Il 30 aprile 1993, lo storico segretario del PSI ed ex premier fu contestato all'uscita dell’albergo romano: il giorno prima Montecitorio aveva negato l’autorizzazione a procedere per 4 dei 6 procedimenti nei suoi confronti, scatenando lo sdegno dell’opinione pubblica. Questo episodio, al culmine dello scandalo Tangentopoli, è diventato un simbolo della fine della Prima Repubblica
Sono passati 30 anni dal giorno che secondo molti commentatori segnò la fine della Prima Repubblica. Il 30 aprile 1993 è un giorno destinato a rimanere impresso nell’immaginario collettivo dell’Italia per la feroce contestazione ai danni dello storico segretario del Partito Socialista Italiano Bettino Craxi. All’uscita dall’hotel Raphaël, sua dimora quando si trovava a Roma, centinaia di manifestanti lo attesero distanziati da transenne e cordoni di forze dell’ordine. E alla sua uscita dall’albergo gli lanciarono una pioggia di monetine. Una protesta che arrivò al culmine dello scandalo Mani Pulite e che di fatto segnò l’uscita di scena dalla politica dell’ex premier.
Gli antefatti
Dal febbraio 1992 Tangentopoli e il pool di Mani Pulite avevano scoperchiato un sistema di tangenti che a macchia d’olio coinvolgeva gran parte del mondo politico italiano.

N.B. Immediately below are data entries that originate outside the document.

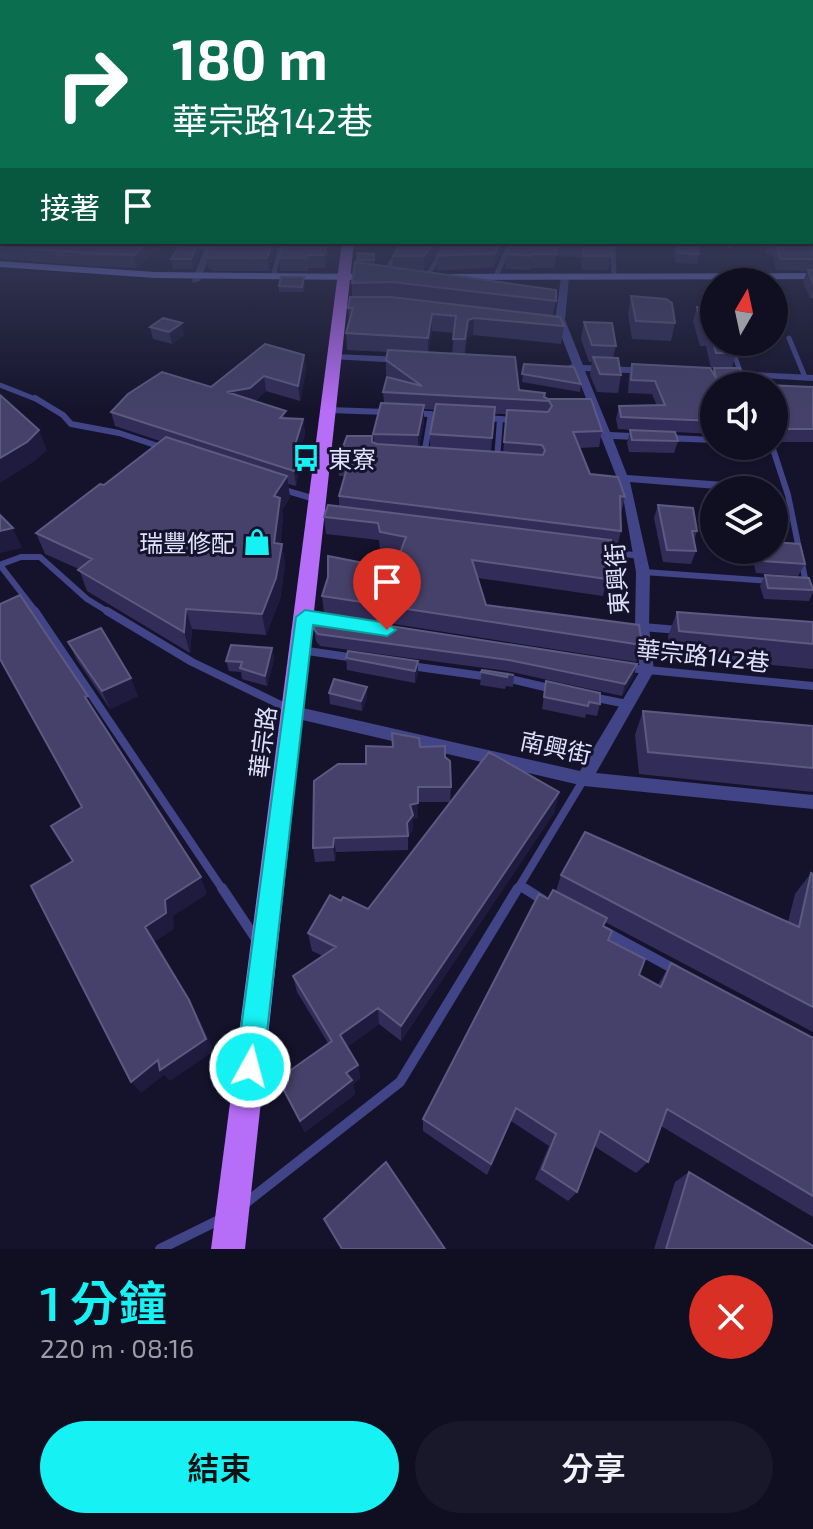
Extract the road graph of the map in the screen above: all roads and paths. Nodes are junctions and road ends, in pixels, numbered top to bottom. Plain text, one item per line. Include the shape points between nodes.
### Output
1 (345, 294) edge
2 (564, 294) edge
3 (548, 327) edge
4 (564, 329) junction
5 (789, 338) dead end
6 (335, 357) junction
7 (411, 360) edge
8 (564, 367) edge
9 (580, 368) junction
10 (667, 371) edge
11 (809, 378) edge
12 (788, 379) edge
13 (0, 385) edge
14 (329, 410) junction
15 (431, 414) junction
16 (445, 415) edge
17 (472, 417) edge
18 (500, 419) junction
19 (529, 421) edge
20 (605, 435) junction
21 (700, 439) edge
22 (167, 449) edge
23 (408, 456) edge
24 (423, 457) junction
25 (438, 458) edge
26 (777, 460) edge
27 (482, 462) edge
28 (496, 463) junction
29 (510, 464) edge
30 (622, 478) junction
31 (268, 484) edge
32 (700, 484) edge
33 (322, 510) junction
34 (594, 550) edge
35 (640, 556) junction
36 (1, 564) edge
37 (643, 572) junction
38 (777, 581) edge
39 (792, 582) edge
40 (810, 583) edge
41 (642, 627) junction
42 (686, 630) edge
43 (301, 650) junction
44 (362, 659) edge
45 (407, 665) edge
46 (615, 666) edge
47 (647, 671) junction
48 (813, 686) edge
49 (559, 690) edge
50 (587, 696) edge
51 (629, 704) junction
52 (294, 712) junction
53 (584, 779) junction
54 (813, 802) edge
55 (521, 886) junction
56 (558, 907) edge
57 (587, 922) edge
58 (263, 950) junction
59 (686, 975) edge
60 (233, 1213) junction
61 (160, 1249) edge
62 (228, 1249) edge

1 - 6 main road, 華宗路 via 347,309
2 - 4 street
3 - 4 lane
4 - 9 street, 東興街
5 - 11 lane
6 - 7 street
6 - 14 main road, 華宗路
8 - 9 street
9 - 10 street
9 - 20 street, 東興街
11 - 12 street
13 - 22 lane via 34,398 71,424
14 - 15 lane
14 - 33 main road, 華宗路
15 - 16 lane
15 - 24 lane
17 - 18 lane
18 - 19 lane
18 - 28 lane
20 - 21 street
20 - 30 street, 東興街
23 - 24 lane
24 - 25 lane
26 - 40 lane
27 - 28 lane
28 - 29 lane
30 - 32 street
30 - 35 street, 東興街
31 - 33 lane
33 - 43 main road, 華宗路 via 313,618
34 - 35 lane
35 - 37 street, 東興街
36 - 52 lane via 40,557 87,599 192,662
36 - 58 lane
37 - 38 lane
37 - 41 street, 東興街
39 - 40 lane
41 - 42 lane
41 - 47 street, 東興街
43 - 44 lane
43 - 52 main road, 華宗路
45 - 49 lane
46 - 47 lane, 華宗路142巷
47 - 48 lane, 華宗路142巷
47 - 51 street
50 - 51 lane
51 - 53 street
52 - 53 street, 南興街
52 - 58 main road, 華宗路
53 - 54 street, 南興街
53 - 55 lane
55 - 56 lane
55 - 60 lane via 400,1082
57 - 59 lane
58 - 60 main road, 華宗路
60 - 61 lane
60 - 62 main road, 華宗路

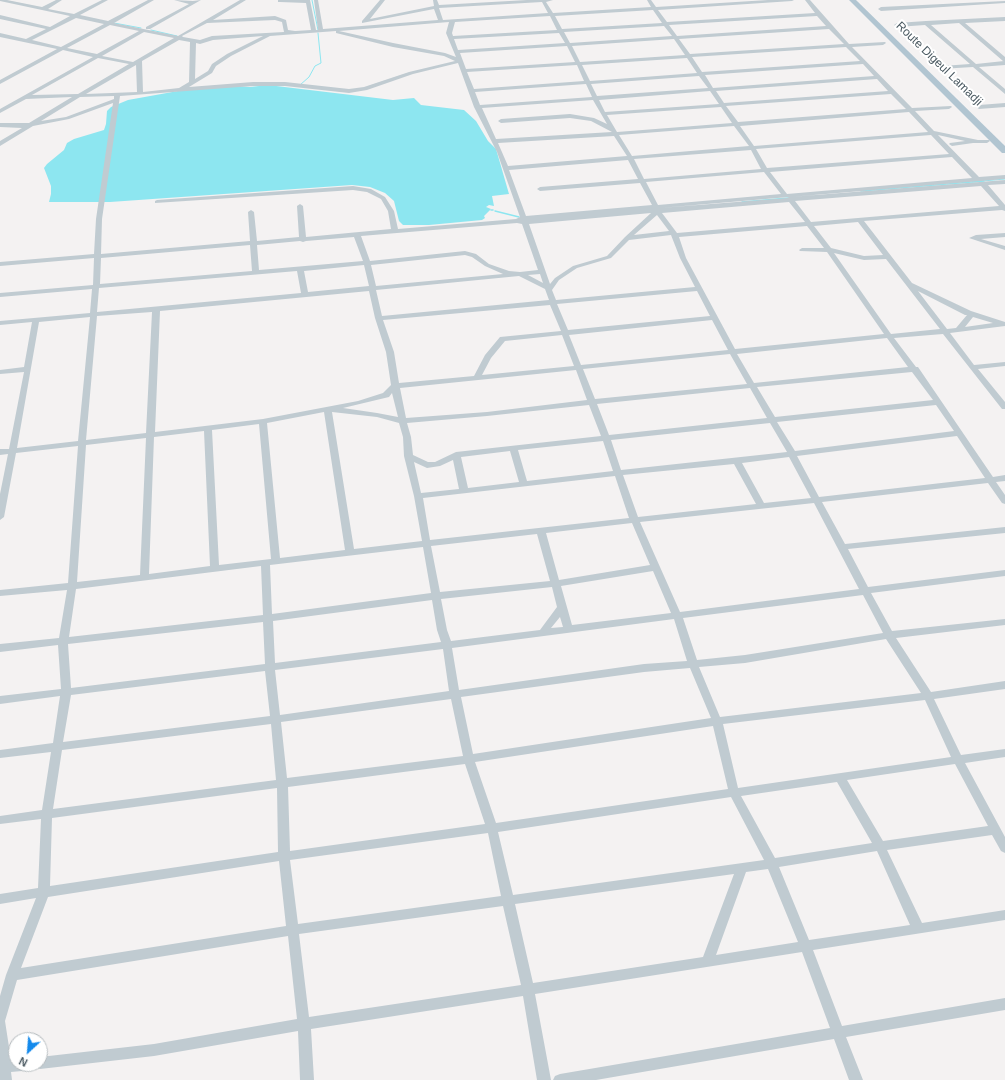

Nel dicembre di quell’anno Craxi ricevette il primo avviso di garanzia e iniziò un rapido declino di consensi che lo portò a dimettersi dalla segreteria del PSI nel febbraio del 1993. Intanto il numero degli avvisi di garanzia continuava a crescere (arrivarono a una ventina verso fine aprile) per episodi di corruzione e finanziamento illecito di partito. Il 29 aprile (nel giorno della fiducia al nuovo governo Ciampi) si presentò alla Camera e tenne un celebre discorso di 53 minuti in cui disse che tutti i partiti si servivano delle tangenti per autofinanziarsi. Quello stesso giorno Montecitorio negò l’autorizzazione a procedere per 4 dei 6 procedimenti nei confronti di Craxi, scatenando lo sdegno dell’opinione pubblica.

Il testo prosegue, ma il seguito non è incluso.